Published Nov. 11, 2016

Maybe this was inevitable.

Maybe after decades of obsessing over the rich and the famous, we were bound to bring TV reality to life by picking a small-screen star — one without a stitch of government experience — as the leader of our nation, the leader of the free world.

Donald Trump, Celebrity-in-Chief.

He didn't try to hide it. Not once during his 15-month campaign did he pretend to be someone other than a brash, truth-bending businessman-cum-entertainer who wasn't all that concerned about precedent or the polished nuances of policy.

He knew we wanted an Experience, and he gave it to us. He inflamed us and delighted us with his fury and his nonsense. He insulted his critics, who instantly became his enemies. He tweeted with abandon, occasionally in the middle of the night. He shredded political tradition and positioned himself as the ultimate outsider versus the ultimate insider. He was never, ever boring.

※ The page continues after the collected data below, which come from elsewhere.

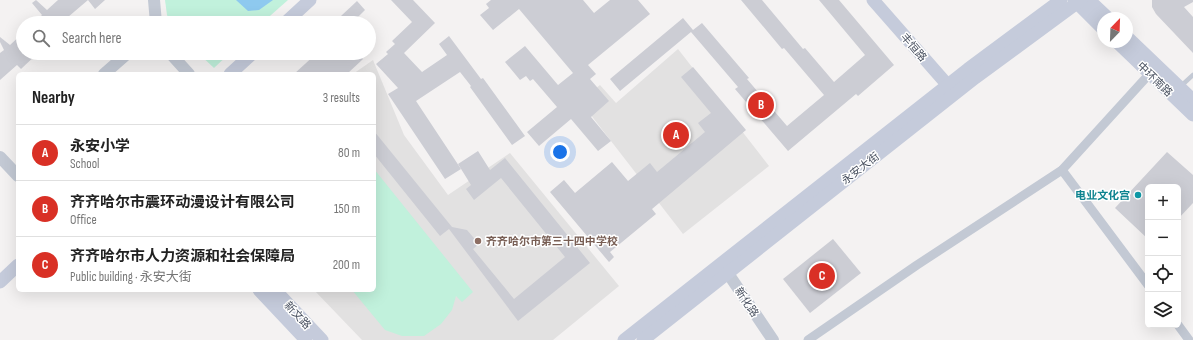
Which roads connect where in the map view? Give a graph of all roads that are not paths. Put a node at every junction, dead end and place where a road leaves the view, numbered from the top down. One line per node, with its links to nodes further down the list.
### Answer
1 (154, 0): 8 (street)
2 (310, 0): 9 (main road)
3 (873, 0): 22 (main road, 丰恒路)
4 (1061, 0): 22 (main road, 永安大街)
5 (1090, 0): 7 (main road)
6 (1077, 1): 10 (main road); 22 (main road, 永安大街)
7 (1102, 12)
8 (155, 16)
9 (293, 16)
10 (1097, 22)
11 (1133, 44): 16 (main road, 中环南路)
12 (1125, 48): 16 (main road, 中环南路)
13 (120, 60): 17 (street)
14 (176, 60): 18 (street)
15 (245, 60): 19 (main road)
16 (1153, 70): 21 (main road, 中环南路); 24 (main road, 中环南路); 26 (street)
17 (106, 72)
18 (187, 72)
19 (232, 72)
20 (1193, 75): 21 (lane)
21 (1180, 88): 23 (main road, 中环南路)
22 (951, 89): 29 (main road, 永安大街)
23 (1193, 100)
24 (1193, 115)
25 (0, 157): 27 (street)
26 (1062, 170): 30 (street); 40 (street)
27 (16, 174)
28 (16, 267): 31 (main road)
29 (725, 268): 37 (main road, 永安大街); 38 (main road, 永安大街); 39 (street, 新化路)
30 (1145, 281)
31 (0, 282)
32 (262, 292): 35 (main road, 新文路)
33 (277, 292): 36 (main road, 新文路)
34 (1180, 328): 41 (street)
35 (306, 340)
36 (322, 340)
37 (624, 340)
38 (643, 340)
39 (773, 340)
40 (808, 340)
41 (1189, 340)

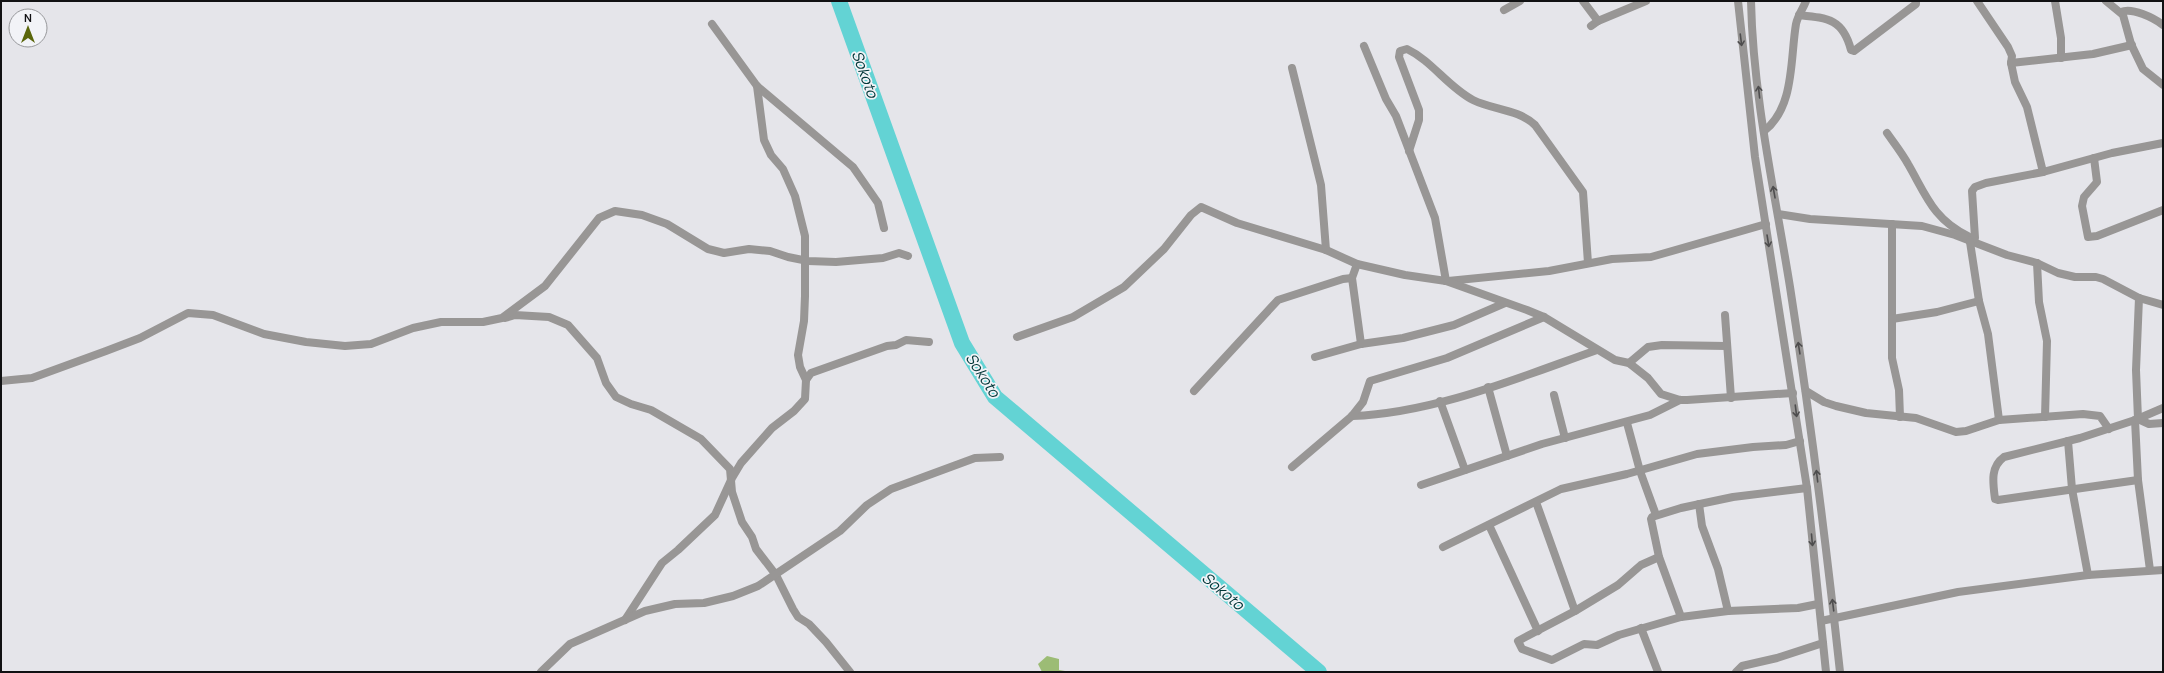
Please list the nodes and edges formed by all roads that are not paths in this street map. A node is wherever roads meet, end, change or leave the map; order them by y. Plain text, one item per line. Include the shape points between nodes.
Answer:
1 (1520, 1) edge
2 (1583, 1) edge
3 (1646, 1) edge
4 (1738, 1) edge
5 (1751, 1) edge
6 (1806, 1) edge
7 (1916, 1) edge
8 (1977, 1) edge
9 (2055, 1) edge
10 (2106, 1) edge
11 (1630, 4) edge
12 (1504, 10) dead end
13 (2121, 12) junction
14 (1798, 16) junction
15 (1598, 21) junction
16 (712, 24) dead end
17 (2163, 24) edge
18 (1591, 26) dead end
19 (2132, 45) junction
20 (1364, 46) dead end
21 (2062, 58) junction
22 (2011, 63) junction
23 (1292, 68) dead end
24 (2163, 85) edge
25 (756, 86) junction
26 (1764, 131) junction
27 (1887, 132) dead end
28 (2163, 143) edge
29 (1409, 151) junction
30 (2094, 158) junction
31 (2043, 172) junction
32 (2163, 210) edge
33 (1778, 214) junction
34 (1766, 224) junction
35 (1892, 224) junction
36 (884, 228) dead end
37 (1972, 240) junction
38 (1326, 250) junction
39 (908, 256) dead end
40 (804, 260) junction
41 (1588, 263) junction
42 (2037, 263) junction
43 (1357, 264) junction
44 (1352, 278) junction
45 (1446, 281) junction
46 (2140, 298) junction
47 (1979, 301) junction
48 (1505, 303) junction
49 (2163, 305) edge
50 (1725, 315) dead end
51 (1544, 317) junction
52 (502, 318) junction
53 (1892, 319) junction
54 (1017, 337) dead end
55 (929, 342) dead end
56 (1361, 344) junction
57 (1727, 346) junction
58 (1597, 350) junction
59 (1315, 357) dead end
60 (1629, 363) junction
61 (806, 380) junction
62 (1, 381) edge
63 (1488, 387) junction
64 (1194, 390) dead end
65 (1806, 391) junction
66 (1793, 393) junction
67 (1554, 395) dead end
68 (1731, 398) junction
69 (1680, 400) junction
70 (1440, 401) junction
71 (2163, 408) edge
72 (1352, 416) junction
73 (1900, 417) junction
74 (2045, 417) junction
75 (2136, 419) junction
76 (1998, 420) junction
77 (1627, 423) junction
78 (2163, 423) edge
79 (2109, 429) junction
80 (1564, 438) junction
81 (1800, 441) junction
82 (2068, 441) junction
83 (1507, 456) junction
84 (1000, 457) dead end
85 (1292, 467) dead end
86 (1465, 470) junction
87 (1640, 471) junction
88 (732, 478) junction
89 (2138, 480) junction
90 (1421, 485) dead end
91 (1807, 488) junction
92 (2072, 489) junction
93 (1536, 502) junction
94 (1699, 504) junction
95 (1656, 515) junction
96 (1489, 525) junction
97 (1443, 547) dead end
98 (1659, 557) junction
99 (2150, 570) junction
100 (2163, 570) edge
101 (776, 575) junction
102 (2088, 575) junction
103 (1818, 604) junction
104 (1575, 611) junction
105 (1728, 611) junction
106 (1681, 617) junction
107 (1834, 619) junction
108 (625, 620) junction
109 (1821, 621) junction
110 (1641, 628) junction
111 (1538, 631) junction
112 (1823, 643) junction
113 (541, 672) edge
114 (850, 672) edge
115 (1658, 672) edge
116 (1737, 672) edge
117 (1826, 672) edge
118 (1840, 672) edge

1 - 12 street
2 - 15 street
3 - 11 street
4 -> 34 street via 1755,157
26 -> 5 street
6 - 14 street
7 - 14 street via 1910,9 1854,52 1851,50 1847,35 1839,25 1818,17
8 - 22 street via 2004,41 2012,56
9 - 21 street
10 - 13 street
11 - 15 street
13 - 17 street via 2132,11
13 - 19 street
14 - 26 street via 1788,86 1776,117
15 - 18 street
16 - 25 street
19 - 21 street
19 - 24 street via 2143,69
20 - 29 street
21 - 22 street
22 - 31 street via 2015,82 2027,108
23 - 38 street via 1321,185
25 - 36 street via 853,167 878,203
25 - 40 street via 764,140 771,155 783,169 797,203 805,236
33 -> 26 street
27 - 37 street via 1907,162 1930,207
28 - 30 street
29 - 41 street via 1420,115 1399,57 1400,51 1407,49 1473,100 1519,115 1535,125 1583,192
29 - 45 street via 1435,218
30 - 31 street
30 - 32 street via 2097,182 2084,197 2082,206 2088,237 2097,236
31 - 37 street via 1986,183 1975,188 1972,191
33 - 35 street via 1810,219
65 -> 33 street
34 - 41 street via 1659,256
34 -> 66 street
35 - 37 street via 1922,226
35 - 53 street
37 - 42 street via 2007,255
37 - 47 street
38 - 43 street
38 - 54 street via 1237,223 1201,207 1191,215 1164,249 1124,287 1073,317
39 - 40 street via 899,253 883,258 836,262
40 - 52 street via 763,250 749,249 724,253 708,249 667,224 642,215 615,210 599,218 545,286
40 - 61 street via 804,320 798,354
41 - 45 street via 1549,271
42 - 46 street via 2058,273 2102,279
42 - 74 street via 2039,302 2047,341
43 - 44 street
43 - 45 street
44 - 56 street
44 - 64 street via 1278,300
45 - 48 street
46 - 49 street
46 - 75 street
47 - 53 street via 1937,312
47 - 76 street via 1988,334
48 - 51 street
48 - 56 street via 1454,325 1404,338
50 - 57 street
51 - 58 street
51 - 72 street via 1447,358 1370,381 1363,402
52 - 62 street via 483,322 441,322 413,328 371,344 345,346 264,334 213,315 188,312 140,338 106,351 32,378
52 - 88 street via 515,315 550,317 568,325 597,358 606,383 616,397 651,410 691,432 730,469
53 - 73 street via 1892,358 1899,390
55 - 61 street via 906,340 811,373
56 - 59 street
57 - 60 street via 1648,347
57 - 68 street
58 - 60 street via 1615,360
58 - 63 street
60 - 69 street via 1648,378 1661,394
61 - 88 street via 805,399 772,428
63 - 70 street
63 - 83 street
65 - 73 street via 1836,406
107 -> 65 street
66 - 68 street
66 -> 81 street
67 - 80 street
68 - 69 street
69 - 77 street
70 - 72 street via 1395,413
70 - 86 street
71 - 75 street
72 - 85 street
73 - 76 street via 1916,418 1956,432
74 - 76 street
74 - 79 street via 2083,414 2100,416
75 - 78 street via 2149,424
75 - 79 street
75 - 89 street
77 - 80 street
77 - 87 street
79 - 82 street
80 - 83 street
81 - 87 street via 1786,445 1746,447 1697,454
81 - 91 street
82 - 92 street
82 - 92 street via 2004,457 1995,465 1993,479 1995,499 1998,500
83 - 86 street
84 - 101 street via 975,458 891,490 867,506 840,531
86 - 90 street
87 - 93 street via 1561,489
87 - 95 street
88 - 101 street via 732,492 742,522 756,549
88 - 108 street via 714,515 662,563
89 - 92 street
89 - 99 street
91 - 94 street
91 -> 103 street
92 - 102 street
93 - 96 street
93 - 104 street
94 - 95 street
94 - 105 street via 1702,526 1718,569
95 - 98 street via 1651,520
96 - 97 street
96 - 111 street
98 - 104 street via 1641,565 1618,585
98 - 106 street
99 - 100 street
99 - 102 street
101 - 108 street via 733,596 704,603 675,604 645,611
101 - 114 street via 798,617 809,624
102 - 107 street via 1958,592
103 - 105 street via 1798,608
103 - 109 street
104 - 111 street
105 - 106 street
106 - 110 street
107 - 109 street
107 - 118 street
108 - 113 street via 570,644
109 - 112 street
110 - 111 street via 1597,644 1584,644 1550,660 1520,647 1518,641
110 - 115 street
112 - 116 street via 1742,666
112 - 117 street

His opponent had stature and substance and experience. She was scripted, cautious, rarely candid. She positioned herself as the competent candidate, the one who was about solving problems and crafting workable policies and making America above-average again.

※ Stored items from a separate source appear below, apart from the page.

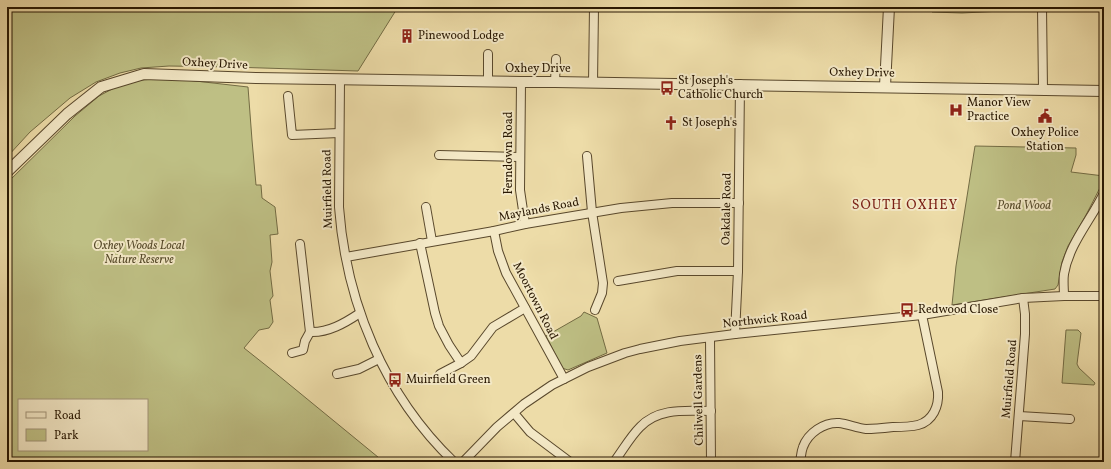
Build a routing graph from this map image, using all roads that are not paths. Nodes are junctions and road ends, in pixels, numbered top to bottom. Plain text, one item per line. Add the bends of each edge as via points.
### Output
1 (594, 7) edge
2 (889, 7) edge
3 (1042, 7) edge
4 (488, 54) dead end
5 (556, 59) dead end
6 (340, 79) junction
7 (488, 82) junction
8 (521, 82) junction
9 (555, 82) junction
10 (593, 83) junction
11 (740, 84) junction
12 (885, 86) junction
13 (1043, 90) junction
14 (1104, 91) edge
15 (288, 96) dead end
16 (339, 133) junction
17 (439, 155) dead end
18 (520, 156) junction
19 (587, 156) dead end
20 (7, 172) edge
21 (1104, 193) edge
22 (739, 203) junction
23 (426, 207) dead end
24 (592, 212) junction
25 (525, 224) junction
26 (494, 231) junction
27 (432, 241) junction
28 (420, 243) junction
29 (300, 244) dead end
30 (346, 257) junction
31 (738, 271) junction
32 (618, 281) dead end
33 (1064, 296) junction
34 (1104, 296) edge
35 (1023, 298) junction
36 (524, 308) junction
37 (595, 310) dead end
38 (360, 313) junction
39 (922, 315) junction
40 (310, 332) junction
41 (735, 334) junction
42 (710, 338) junction
43 (292, 353) dead end
44 (379, 359) junction
45 (461, 363) junction
46 (337, 374) dead end
47 (440, 374) dead end
48 (564, 379) junction
49 (712, 411) junction
50 (514, 413) junction
51 (1019, 416) junction
52 (1070, 419) dead end
53 (454, 462) edge
54 (463, 462) edge
55 (570, 462) edge
56 (614, 462) edge
57 (711, 462) edge
58 (800, 462) edge
59 (1015, 462) edge

1 - 10 street
2 - 12 street
3 - 13 street
4 - 7 street
5 - 9 street
6 - 7 street, Oxhey Drive
6 - 16 street, Muirfield Road
6 - 20 street, Oxhey Drive via 144,74 101,87 67,114
7 - 8 street, Oxhey Drive
8 - 9 street, Oxhey Drive
8 - 18 street, Ferndown Road
9 - 10 street, Oxhey Drive
10 - 11 street, Oxhey Drive
11 - 12 street, Oxhey Drive
11 - 22 street, Oakdale Road
12 - 13 street, Oxhey Drive
13 - 14 street, Oxhey Drive
15 - 16 street, Muirfield Road via 292,135
16 - 30 street, Muirfield Road via 339,207
17 - 18 street
18 - 25 street, Ferndown Road via 520,190
19 - 24 street
21 - 33 street via 1071,252 1064,275
22 - 24 street, Maylands Road via 672,204
22 - 31 street, Oakdale Road
23 - 27 street
24 - 25 street, Maylands Road
24 - 37 street via 603,283
25 - 26 street, Maylands Road
26 - 27 street, Maylands Road
26 - 36 street, Moortown Road via 506,273
27 - 28 street, Maylands Road
28 - 30 street, Maylands Road
28 - 45 street via 439,326
29 - 40 street
30 - 38 street, Muirfield Road
31 - 32 street via 677,271
31 - 41 street, Oakdale Road
33 - 34 street, Northwick Road
33 - 35 street, Northwick Road
35 - 39 street, Northwick Road
35 - 51 street, Muirfield Road via 1026,328
36 - 45 street via 493,328 471,356
36 - 48 street, Moortown Road
38 - 40 street via 338,326
38 - 44 street, Muirfield Road
39 - 41 street, Northwick Road
39 - 58 street via 938,392 936,410 919,425 868,429 838,423 823,426 805,442
40 - 43 street via 303,350
41 - 42 street, Northwick Road
42 - 48 street, Northwick Road via 680,341 633,351 588,367
42 - 49 street, Chilwell Gardens
44 - 46 street via 359,369
44 - 53 street, Muirfield Road via 408,408 428,435
45 - 47 street
48 - 50 street, Northwick Road via 538,394
49 - 56 street via 661,413 640,426
49 - 57 street, Chilwell Gardens
50 - 54 street, Northwick Road
50 - 55 street via 530,432
51 - 52 street
51 - 59 street, Muirfield Road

She sometimes bored even her supporters.

We have been churning down this path for a long time. Ronald Reagan was an actor for three decades before he won the presidency, but he at least served as governor of California before moving into the White House. Arnold Schwarzenegger and Jesse (The Body) Ventura became governors of California and Minnesota. Other big-name entertainers have won seats in Congress.

And since Bill Clinton appeared on MTV and played his sax on the Arsenio Hall show, presidential candidates, including Hillary Clinton, have been a staple of talk shows or have felt obliged to cuddle up to stars of all kinds. They didn't see themselves as entertainers, but they understood the power of celebrity.

Bill and Hillary Clinton have long understood that power themselves. From Madonna and Demi Lovato to Beyonce and Bruce Springsteen, a constellation of celebrities came out to hail Hillary, especially in the last days of the campaign.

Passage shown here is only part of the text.